- Exercise input
--

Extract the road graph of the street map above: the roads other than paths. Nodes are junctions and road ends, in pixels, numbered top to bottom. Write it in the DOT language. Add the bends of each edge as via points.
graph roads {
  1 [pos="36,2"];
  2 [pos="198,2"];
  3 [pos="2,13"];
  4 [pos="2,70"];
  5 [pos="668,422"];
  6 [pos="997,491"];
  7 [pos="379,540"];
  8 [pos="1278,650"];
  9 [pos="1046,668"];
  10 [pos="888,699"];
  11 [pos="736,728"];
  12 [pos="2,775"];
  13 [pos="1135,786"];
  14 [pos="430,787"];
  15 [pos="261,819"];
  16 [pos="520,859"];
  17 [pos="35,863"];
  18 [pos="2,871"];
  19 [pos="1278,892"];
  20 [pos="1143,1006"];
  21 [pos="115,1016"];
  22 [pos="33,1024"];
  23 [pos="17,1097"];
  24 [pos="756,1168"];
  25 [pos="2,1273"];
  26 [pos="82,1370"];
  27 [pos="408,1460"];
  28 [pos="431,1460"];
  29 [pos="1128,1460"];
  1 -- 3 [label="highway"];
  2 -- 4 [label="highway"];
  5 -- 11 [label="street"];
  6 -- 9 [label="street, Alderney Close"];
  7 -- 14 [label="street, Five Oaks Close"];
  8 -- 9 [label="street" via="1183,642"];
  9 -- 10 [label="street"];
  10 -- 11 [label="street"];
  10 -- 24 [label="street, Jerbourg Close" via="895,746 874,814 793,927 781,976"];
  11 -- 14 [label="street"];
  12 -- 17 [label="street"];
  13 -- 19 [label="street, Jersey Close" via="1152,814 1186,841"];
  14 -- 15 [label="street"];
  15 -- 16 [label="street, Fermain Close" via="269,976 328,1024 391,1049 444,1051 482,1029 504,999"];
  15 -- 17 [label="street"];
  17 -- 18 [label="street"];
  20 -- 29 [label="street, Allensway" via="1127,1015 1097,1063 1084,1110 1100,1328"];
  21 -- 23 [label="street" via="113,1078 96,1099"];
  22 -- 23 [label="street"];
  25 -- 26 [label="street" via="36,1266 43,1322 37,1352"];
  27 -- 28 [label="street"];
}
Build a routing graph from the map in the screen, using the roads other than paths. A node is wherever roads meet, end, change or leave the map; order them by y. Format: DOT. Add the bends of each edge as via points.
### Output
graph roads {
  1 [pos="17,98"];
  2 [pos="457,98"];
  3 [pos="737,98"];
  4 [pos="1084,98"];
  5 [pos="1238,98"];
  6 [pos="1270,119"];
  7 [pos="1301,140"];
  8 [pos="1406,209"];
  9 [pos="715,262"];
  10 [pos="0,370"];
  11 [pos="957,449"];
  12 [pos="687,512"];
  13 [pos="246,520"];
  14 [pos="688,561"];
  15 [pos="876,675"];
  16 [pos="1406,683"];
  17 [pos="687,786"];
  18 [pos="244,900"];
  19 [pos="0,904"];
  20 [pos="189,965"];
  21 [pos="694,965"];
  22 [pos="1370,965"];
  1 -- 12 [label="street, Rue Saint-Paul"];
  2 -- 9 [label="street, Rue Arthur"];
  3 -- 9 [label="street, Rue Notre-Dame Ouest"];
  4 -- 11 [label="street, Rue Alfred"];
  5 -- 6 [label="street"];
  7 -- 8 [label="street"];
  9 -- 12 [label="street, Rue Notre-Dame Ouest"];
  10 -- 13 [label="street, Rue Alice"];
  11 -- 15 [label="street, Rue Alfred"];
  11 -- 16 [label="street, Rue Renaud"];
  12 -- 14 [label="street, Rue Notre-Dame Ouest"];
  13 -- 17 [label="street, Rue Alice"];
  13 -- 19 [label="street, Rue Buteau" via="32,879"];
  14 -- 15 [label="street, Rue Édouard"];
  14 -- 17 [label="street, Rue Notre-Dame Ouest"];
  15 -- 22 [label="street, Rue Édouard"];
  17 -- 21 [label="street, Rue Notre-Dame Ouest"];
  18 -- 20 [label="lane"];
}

--

- Task prompt
Give an exact copy of all the material above.

- Task answer
Extract the road graph of the street map above: the roads other than paths. Nodes are junctions and road ends, in pixels, numbered top to bottom. Write it in the DOT language. Add the bends of each edge as via points.
graph roads {
  1 [pos="36,2"];
  2 [pos="198,2"];
  3 [pos="2,13"];
  4 [pos="2,70"];
  5 [pos="668,422"];
  6 [pos="997,491"];
  7 [pos="379,540"];
  8 [pos="1278,650"];
  9 [pos="1046,668"];
  10 [pos="888,699"];
  11 [pos="736,728"];
  12 [pos="2,775"];
  13 [pos="1135,786"];
  14 [pos="430,787"];
  15 [pos="261,819"];
  16 [pos="520,859"];
  17 [pos="35,863"];
  18 [pos="2,871"];
  19 [pos="1278,892"];
  20 [pos="1143,1006"];
  21 [pos="115,1016"];
  22 [pos="33,1024"];
  23 [pos="17,1097"];
  24 [pos="756,1168"];
  25 [pos="2,1273"];
  26 [pos="82,1370"];
  27 [pos="408,1460"];
  28 [pos="431,1460"];
  29 [pos="1128,1460"];
  1 -- 3 [label="highway"];
  2 -- 4 [label="highway"];
  5 -- 11 [label="street"];
  6 -- 9 [label="street, Alderney Close"];
  7 -- 14 [label="street, Five Oaks Close"];
  8 -- 9 [label="street" via="1183,642"];
  9 -- 10 [label="street"];
  10 -- 11 [label="street"];
  10 -- 24 [label="street, Jerbourg Close" via="895,746 874,814 793,927 781,976"];
  11 -- 14 [label="street"];
  12 -- 17 [label="street"];
  13 -- 19 [label="street, Jersey Close" via="1152,814 1186,841"];
  14 -- 15 [label="street"];
  15 -- 16 [label="street, Fermain Close" via="269,976 328,1024 391,1049 444,1051 482,1029 504,999"];
  15 -- 17 [label="street"];
  17 -- 18 [label="street"];
  20 -- 29 [label="street, Allensway" via="1127,1015 1097,1063 1084,1110 1100,1328"];
  21 -- 23 [label="street" via="113,1078 96,1099"];
  22 -- 23 [label="street"];
  25 -- 26 [label="street" via="36,1266 43,1322 37,1352"];
  27 -- 28 [label="street"];
}
Build a routing graph from the map in the screen, using the roads other than paths. A node is wherever roads meet, end, change or leave the map; order them by y. Format: DOT. Add the bends of each edge as via points.
### Output
graph roads {
  1 [pos="17,98"];
  2 [pos="457,98"];
  3 [pos="737,98"];
  4 [pos="1084,98"];
  5 [pos="1238,98"];
  6 [pos="1270,119"];
  7 [pos="1301,140"];
  8 [pos="1406,209"];
  9 [pos="715,262"];
  10 [pos="0,370"];
  11 [pos="957,449"];
  12 [pos="687,512"];
  13 [pos="246,520"];
  14 [pos="688,561"];
  15 [pos="876,675"];
  16 [pos="1406,683"];
  17 [pos="687,786"];
  18 [pos="244,900"];
  19 [pos="0,904"];
  20 [pos="189,965"];
  21 [pos="694,965"];
  22 [pos="1370,965"];
  1 -- 12 [label="street, Rue Saint-Paul"];
  2 -- 9 [label="street, Rue Arthur"];
  3 -- 9 [label="street, Rue Notre-Dame Ouest"];
  4 -- 11 [label="street, Rue Alfred"];
  5 -- 6 [label="street"];
  7 -- 8 [label="street"];
  9 -- 12 [label="street, Rue Notre-Dame Ouest"];
  10 -- 13 [label="street, Rue Alice"];
  11 -- 15 [label="street, Rue Alfred"];
  11 -- 16 [label="street, Rue Renaud"];
  12 -- 14 [label="street, Rue Notre-Dame Ouest"];
  13 -- 17 [label="street, Rue Alice"];
  13 -- 19 [label="street, Rue Buteau" via="32,879"];
  14 -- 15 [label="street, Rue Édouard"];
  14 -- 17 [label="street, Rue Notre-Dame Ouest"];
  15 -- 22 [label="street, Rue Édouard"];
  17 -- 21 [label="street, Rue Notre-Dame Ouest"];
  18 -- 20 [label="lane"];
}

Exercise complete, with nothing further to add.